This exercise asks for a copy of each line in the records below with the word "Digitize" in it.

== Segment start ==

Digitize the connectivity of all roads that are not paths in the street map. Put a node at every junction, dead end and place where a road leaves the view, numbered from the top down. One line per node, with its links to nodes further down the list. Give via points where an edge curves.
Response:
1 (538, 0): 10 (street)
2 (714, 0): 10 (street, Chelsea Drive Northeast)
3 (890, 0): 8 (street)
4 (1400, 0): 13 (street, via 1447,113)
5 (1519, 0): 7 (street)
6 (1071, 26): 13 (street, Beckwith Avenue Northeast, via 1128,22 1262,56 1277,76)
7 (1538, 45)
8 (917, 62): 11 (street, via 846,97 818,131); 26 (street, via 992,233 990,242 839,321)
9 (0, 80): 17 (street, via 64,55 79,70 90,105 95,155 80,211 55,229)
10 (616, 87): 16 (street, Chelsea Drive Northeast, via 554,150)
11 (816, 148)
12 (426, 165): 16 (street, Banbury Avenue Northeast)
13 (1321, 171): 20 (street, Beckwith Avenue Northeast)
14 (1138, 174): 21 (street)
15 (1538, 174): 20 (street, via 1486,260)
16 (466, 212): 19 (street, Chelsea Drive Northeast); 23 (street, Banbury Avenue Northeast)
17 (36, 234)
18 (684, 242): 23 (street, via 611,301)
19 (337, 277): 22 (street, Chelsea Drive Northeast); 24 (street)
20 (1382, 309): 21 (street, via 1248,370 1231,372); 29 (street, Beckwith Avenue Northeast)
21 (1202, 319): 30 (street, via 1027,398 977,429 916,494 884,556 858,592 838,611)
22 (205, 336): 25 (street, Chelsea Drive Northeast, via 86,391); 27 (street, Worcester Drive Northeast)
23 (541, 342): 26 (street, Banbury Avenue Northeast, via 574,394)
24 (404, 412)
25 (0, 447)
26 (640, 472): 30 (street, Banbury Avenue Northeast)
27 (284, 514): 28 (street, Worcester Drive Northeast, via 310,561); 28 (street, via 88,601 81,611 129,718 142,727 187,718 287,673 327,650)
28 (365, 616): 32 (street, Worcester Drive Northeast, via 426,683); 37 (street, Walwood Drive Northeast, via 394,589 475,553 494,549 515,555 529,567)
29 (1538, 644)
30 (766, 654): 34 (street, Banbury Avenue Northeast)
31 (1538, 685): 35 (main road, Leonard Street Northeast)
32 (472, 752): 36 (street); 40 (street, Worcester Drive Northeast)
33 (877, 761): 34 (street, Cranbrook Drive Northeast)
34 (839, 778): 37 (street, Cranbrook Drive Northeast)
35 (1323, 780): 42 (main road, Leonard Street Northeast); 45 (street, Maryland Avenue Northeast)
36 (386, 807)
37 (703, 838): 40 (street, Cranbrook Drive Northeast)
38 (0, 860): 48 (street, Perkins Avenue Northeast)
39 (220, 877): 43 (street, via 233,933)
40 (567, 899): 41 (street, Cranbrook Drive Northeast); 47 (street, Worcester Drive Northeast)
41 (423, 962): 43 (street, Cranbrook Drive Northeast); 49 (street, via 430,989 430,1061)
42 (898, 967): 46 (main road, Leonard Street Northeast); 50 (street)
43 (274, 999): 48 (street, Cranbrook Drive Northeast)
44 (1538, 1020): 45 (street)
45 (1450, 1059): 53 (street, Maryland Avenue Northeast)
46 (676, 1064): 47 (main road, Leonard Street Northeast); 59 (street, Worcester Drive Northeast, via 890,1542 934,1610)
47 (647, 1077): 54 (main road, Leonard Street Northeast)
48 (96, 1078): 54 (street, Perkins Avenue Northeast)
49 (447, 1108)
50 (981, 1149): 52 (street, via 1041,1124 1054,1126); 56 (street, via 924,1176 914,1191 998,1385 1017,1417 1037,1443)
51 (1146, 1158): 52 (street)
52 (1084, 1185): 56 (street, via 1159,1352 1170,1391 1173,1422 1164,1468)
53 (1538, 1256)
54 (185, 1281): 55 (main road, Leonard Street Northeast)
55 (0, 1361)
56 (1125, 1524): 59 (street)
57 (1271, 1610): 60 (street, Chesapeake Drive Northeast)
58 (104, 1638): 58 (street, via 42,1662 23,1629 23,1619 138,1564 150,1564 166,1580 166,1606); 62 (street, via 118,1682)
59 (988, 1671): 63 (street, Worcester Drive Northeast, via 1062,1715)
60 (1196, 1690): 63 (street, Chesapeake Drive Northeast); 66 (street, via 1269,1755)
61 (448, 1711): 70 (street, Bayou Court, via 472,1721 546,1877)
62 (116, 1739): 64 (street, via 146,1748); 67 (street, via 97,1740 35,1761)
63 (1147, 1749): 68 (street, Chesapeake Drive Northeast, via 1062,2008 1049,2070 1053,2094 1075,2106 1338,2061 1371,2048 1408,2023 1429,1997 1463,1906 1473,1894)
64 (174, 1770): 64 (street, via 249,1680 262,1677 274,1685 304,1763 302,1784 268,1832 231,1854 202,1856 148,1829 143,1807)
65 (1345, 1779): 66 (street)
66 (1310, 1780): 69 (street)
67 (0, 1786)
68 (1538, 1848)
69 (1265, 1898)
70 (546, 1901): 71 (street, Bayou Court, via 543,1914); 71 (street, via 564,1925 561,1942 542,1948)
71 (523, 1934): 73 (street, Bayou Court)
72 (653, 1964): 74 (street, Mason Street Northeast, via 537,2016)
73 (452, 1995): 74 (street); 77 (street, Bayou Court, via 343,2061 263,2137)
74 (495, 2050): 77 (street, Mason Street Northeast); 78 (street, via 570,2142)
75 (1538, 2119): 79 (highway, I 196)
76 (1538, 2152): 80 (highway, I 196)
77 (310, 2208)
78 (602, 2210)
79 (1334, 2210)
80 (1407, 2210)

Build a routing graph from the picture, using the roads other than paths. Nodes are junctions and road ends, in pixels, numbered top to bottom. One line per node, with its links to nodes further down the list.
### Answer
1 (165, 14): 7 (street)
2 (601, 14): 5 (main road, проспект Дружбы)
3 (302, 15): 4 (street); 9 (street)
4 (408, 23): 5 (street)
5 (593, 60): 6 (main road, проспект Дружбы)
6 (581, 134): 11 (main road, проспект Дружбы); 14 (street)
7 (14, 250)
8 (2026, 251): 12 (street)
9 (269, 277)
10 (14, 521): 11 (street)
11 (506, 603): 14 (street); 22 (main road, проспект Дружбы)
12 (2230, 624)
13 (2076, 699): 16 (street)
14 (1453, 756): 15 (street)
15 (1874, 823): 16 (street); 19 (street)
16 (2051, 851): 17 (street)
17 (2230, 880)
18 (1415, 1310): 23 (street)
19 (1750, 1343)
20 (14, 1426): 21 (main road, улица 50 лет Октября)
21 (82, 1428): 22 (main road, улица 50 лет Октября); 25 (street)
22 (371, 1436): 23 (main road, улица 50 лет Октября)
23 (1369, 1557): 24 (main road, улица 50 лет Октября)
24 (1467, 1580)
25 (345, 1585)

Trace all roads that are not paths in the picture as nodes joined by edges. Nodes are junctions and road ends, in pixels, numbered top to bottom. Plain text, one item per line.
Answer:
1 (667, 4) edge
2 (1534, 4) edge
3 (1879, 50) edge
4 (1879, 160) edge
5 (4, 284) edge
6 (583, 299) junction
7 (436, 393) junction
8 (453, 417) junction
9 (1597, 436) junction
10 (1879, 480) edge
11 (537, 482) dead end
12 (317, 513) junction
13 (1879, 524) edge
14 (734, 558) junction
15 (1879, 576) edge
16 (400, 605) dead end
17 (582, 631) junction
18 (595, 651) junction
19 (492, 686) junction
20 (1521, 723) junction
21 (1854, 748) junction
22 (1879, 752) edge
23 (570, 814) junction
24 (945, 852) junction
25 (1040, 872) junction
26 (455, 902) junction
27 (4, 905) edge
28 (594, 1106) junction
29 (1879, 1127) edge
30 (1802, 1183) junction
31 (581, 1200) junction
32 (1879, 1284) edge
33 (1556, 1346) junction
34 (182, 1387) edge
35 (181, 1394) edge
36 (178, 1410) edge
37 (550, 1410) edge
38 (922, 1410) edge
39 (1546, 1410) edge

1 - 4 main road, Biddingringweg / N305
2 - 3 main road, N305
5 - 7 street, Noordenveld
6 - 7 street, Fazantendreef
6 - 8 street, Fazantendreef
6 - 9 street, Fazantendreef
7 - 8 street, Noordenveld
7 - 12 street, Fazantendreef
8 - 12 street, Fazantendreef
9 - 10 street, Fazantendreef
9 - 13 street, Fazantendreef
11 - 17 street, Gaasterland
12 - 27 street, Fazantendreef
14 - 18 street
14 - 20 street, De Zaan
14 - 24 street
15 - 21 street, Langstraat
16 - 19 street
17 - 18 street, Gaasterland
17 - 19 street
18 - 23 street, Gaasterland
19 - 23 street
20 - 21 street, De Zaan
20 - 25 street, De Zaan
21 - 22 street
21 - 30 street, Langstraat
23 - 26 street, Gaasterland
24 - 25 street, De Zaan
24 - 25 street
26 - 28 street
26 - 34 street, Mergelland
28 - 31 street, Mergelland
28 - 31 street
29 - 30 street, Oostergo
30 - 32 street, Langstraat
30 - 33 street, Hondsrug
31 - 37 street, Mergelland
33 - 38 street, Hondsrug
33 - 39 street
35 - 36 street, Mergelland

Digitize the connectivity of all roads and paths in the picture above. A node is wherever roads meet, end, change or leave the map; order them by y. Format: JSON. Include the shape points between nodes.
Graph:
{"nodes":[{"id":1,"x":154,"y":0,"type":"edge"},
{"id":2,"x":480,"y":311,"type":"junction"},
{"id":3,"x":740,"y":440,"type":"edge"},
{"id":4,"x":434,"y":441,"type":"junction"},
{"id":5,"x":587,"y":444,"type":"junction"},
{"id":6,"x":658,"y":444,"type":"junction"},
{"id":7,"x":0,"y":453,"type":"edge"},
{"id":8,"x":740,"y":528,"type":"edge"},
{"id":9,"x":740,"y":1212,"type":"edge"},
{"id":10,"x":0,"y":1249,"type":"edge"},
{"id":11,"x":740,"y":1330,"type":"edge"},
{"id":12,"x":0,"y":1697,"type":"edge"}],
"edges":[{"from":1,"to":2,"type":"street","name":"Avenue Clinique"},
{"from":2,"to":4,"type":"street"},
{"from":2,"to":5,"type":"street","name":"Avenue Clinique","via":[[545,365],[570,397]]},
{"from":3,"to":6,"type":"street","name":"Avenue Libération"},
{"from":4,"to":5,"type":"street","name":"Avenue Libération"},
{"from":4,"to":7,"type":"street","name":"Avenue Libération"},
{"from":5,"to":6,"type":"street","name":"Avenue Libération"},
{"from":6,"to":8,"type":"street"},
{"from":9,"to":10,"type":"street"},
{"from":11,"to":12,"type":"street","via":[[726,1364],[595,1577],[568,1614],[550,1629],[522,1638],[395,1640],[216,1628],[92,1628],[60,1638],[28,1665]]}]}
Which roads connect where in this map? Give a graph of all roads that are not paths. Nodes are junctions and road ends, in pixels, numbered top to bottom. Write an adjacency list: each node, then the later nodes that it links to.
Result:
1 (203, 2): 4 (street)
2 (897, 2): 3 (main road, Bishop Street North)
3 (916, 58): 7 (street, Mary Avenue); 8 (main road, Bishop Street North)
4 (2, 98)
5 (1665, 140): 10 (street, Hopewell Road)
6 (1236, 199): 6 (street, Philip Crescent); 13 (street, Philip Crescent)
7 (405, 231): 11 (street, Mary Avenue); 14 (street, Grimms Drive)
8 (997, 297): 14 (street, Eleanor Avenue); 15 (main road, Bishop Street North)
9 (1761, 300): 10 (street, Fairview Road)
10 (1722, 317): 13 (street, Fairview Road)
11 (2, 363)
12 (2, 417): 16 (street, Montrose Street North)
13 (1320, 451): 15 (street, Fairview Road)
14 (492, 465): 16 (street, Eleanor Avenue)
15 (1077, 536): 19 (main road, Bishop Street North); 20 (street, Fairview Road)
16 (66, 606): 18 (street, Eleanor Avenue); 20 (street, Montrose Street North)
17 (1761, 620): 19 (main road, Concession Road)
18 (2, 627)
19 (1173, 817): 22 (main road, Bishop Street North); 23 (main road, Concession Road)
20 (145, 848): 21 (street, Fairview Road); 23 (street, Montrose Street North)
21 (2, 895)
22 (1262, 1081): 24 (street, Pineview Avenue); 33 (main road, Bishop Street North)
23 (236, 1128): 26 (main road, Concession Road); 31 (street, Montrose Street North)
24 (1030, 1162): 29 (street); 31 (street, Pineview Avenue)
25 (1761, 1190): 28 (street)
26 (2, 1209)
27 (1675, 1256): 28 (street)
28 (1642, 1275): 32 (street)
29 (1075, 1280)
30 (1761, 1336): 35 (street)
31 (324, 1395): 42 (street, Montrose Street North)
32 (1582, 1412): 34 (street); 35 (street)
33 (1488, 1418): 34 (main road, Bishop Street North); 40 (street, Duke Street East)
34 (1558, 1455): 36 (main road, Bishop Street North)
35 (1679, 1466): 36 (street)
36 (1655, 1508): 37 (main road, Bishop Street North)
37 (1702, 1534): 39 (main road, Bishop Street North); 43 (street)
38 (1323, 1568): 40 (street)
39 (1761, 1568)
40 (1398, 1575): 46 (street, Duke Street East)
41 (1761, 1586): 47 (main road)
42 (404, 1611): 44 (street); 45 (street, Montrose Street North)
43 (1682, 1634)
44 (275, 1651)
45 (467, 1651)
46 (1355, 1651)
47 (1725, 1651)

== Segment end ==

* Result:
Digitize the connectivity of all roads that are not paths in the street map. Put a node at every junction, dead end and place where a road leaves the view, numbered from the top down. One line per node, with its links to nodes further down the list. Give via points where an edge curves.
Digitize the connectivity of all roads and paths in the picture above. A node is wherever roads meet, end, change or leave the map; order them by y. Format: JSON. Include the shape points between nodes.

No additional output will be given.